Interview by Oliver Kupper
Portrait by Summer Bowie
Install images courtesy of UTA Artist Space
Marco A. Castillo’s The Decorator’s Home – his first solo exhibition in the United States after 26 years in Los Carpinteros collective – is a microcosm of the dichotomies and failures of modernism’s utopian ideals. Amid a raging Cold War that extended far beyond the US and the USSR, modernism infused a tinge of fascism disguised as national pride in the name of aesthetics, whether it be the folksy arts and crafts dreams of Frank Loyd Wright, or the concrete and rosewood pavilions of Oscar Niemeyer’s Brasilia. Cuban Modernism offered the same sense of freedom and hope in an embargoed state of isolationism and Marxist fervor. Needless to say, the movement didn’t last long – it sputtered out in the tropical miasma of communism’s last island holdouts. In A Decorator’s Home, Castillo captures this fervor: the dreams of space travel, the dreams of high-minded aesthetics, razor sharp lines, rich wood, and rare materials. All of this is imbued with the paranoia of a global race to the cosmos, and the coded languages of spies trading secrets while their Cuba Libre’s sweat into hotel coasters. In the back of the exhibition, a solemn and heartbreaking film, called Generation, is a symbolic six-minute epitaph for Cuban Modernism’s ambitions, it’s lonely siren songs of paradise, and youth crashed on the shores of their aspirations. In the end, Cuban Modernism’s shipwreck wasn’t due to lack of demand or desire. It was the sense of control that the architect’s of The Revolution – namely Fidel Castro and Che Guevara – needed in order to legitimize their violence and delusions of grandeur. As the movement died, many of the buildings were converted to hospitals, schools, and public works facilities. We got a chance to speak to Castillo about his exhibition, curated by Neville Wakefield, and about his own take on Cuban Modernism’s successes and failures.

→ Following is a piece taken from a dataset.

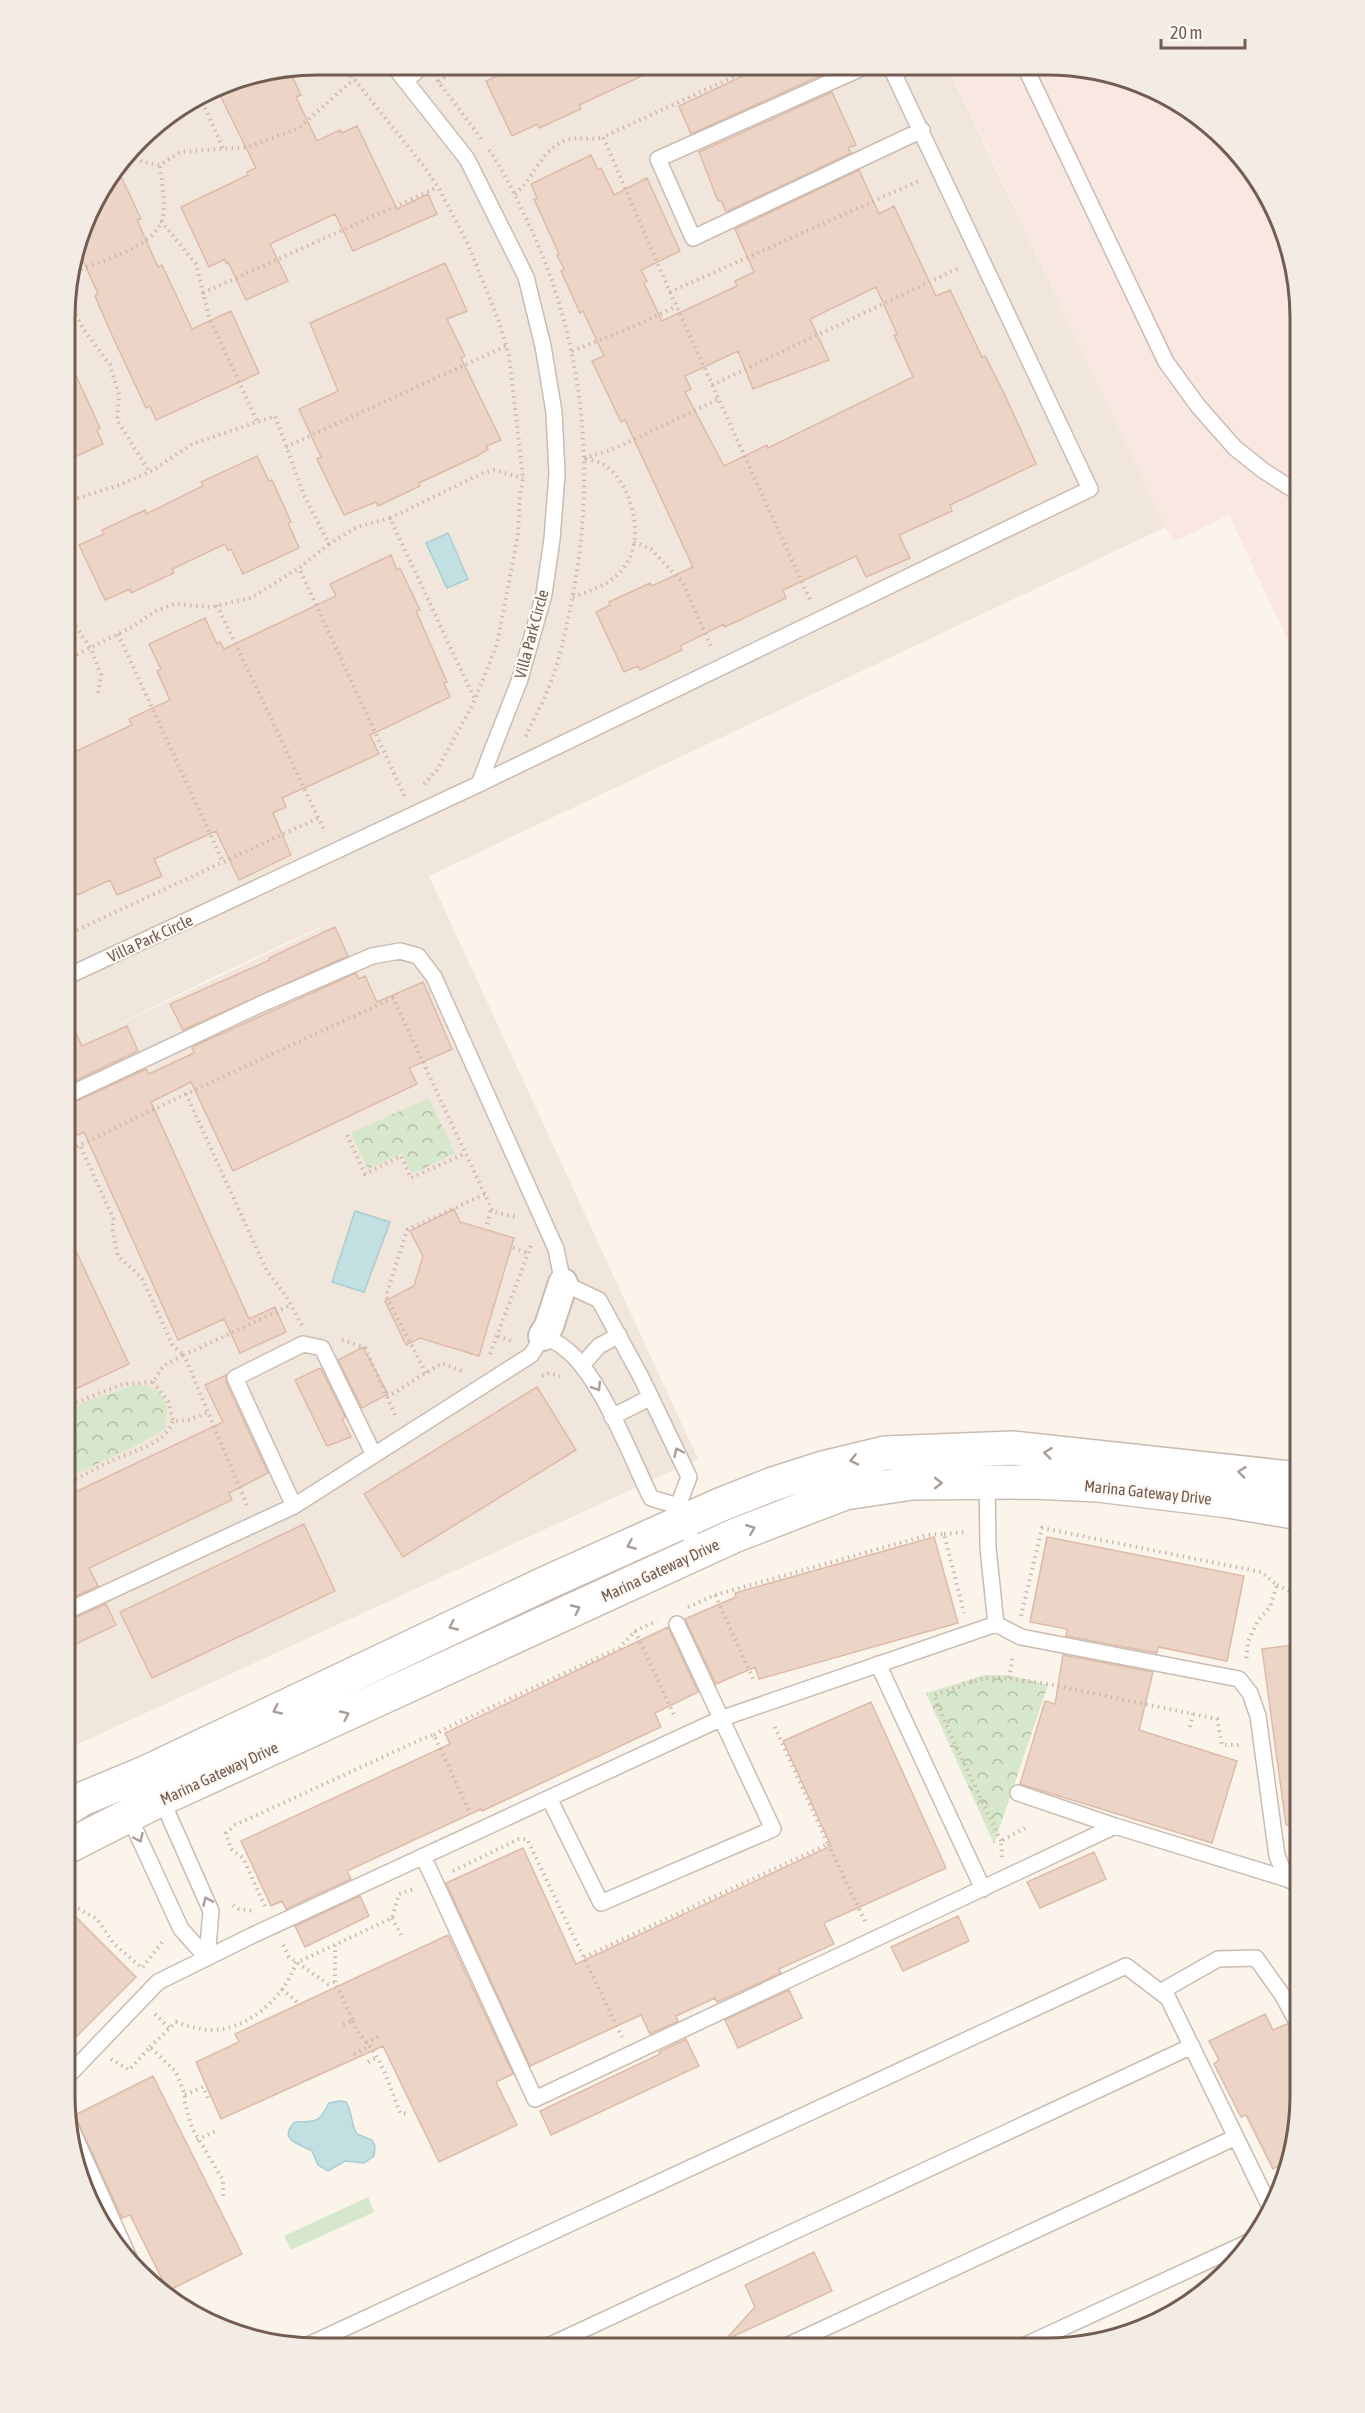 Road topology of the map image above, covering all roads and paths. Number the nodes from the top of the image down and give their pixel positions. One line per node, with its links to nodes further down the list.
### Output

OLIVER KUPPER: Where did the name for the show, The Decorator’s Home, come from?
MARCO CASTILLO: I had been doing research on Cuban Modernity, and there was this generation of designers at the beginning of the revolution that got involved in creating a new static for these people that were going to be the future of this country and the future of the world, because Cuba thought that they would convince the rest of the world to become communist. This needed to have an aesthetic.
KUPPER: It’s funny how revolutions need an aesthetic.
CASTILLO: This generation designed most of the objects we were supposed to use, like furniture, and also interior design for the spaces, for the workers, for the buses, for the hotels, and for the farmers. But at a certain point, the government stopped being interested in that.
KUPPER: Was it too ambitious?
CASTILLO: I think it was the mood of Fidel Castro. He got radicalized, he got very into Soviet politics, and he militarized the country. And so the static artists became an enemy because they were the creative people.
KUPPER: Yeah, a little utopian.
CASTILLO: Yes, too liberal. In the seventies, there was censorship for writers. The government destroyed the movement, the design, and the taste.
KUPPER: How many years was that?
CASTILLO: Twenty years, I would say. In Cuba you have Art Deco, Art Nouveau, but I’m fonder of this utopic moment. People were importing resources from the human past. For the colonial time, they were based on identity and they mixed it with the high-quality design from the northern country.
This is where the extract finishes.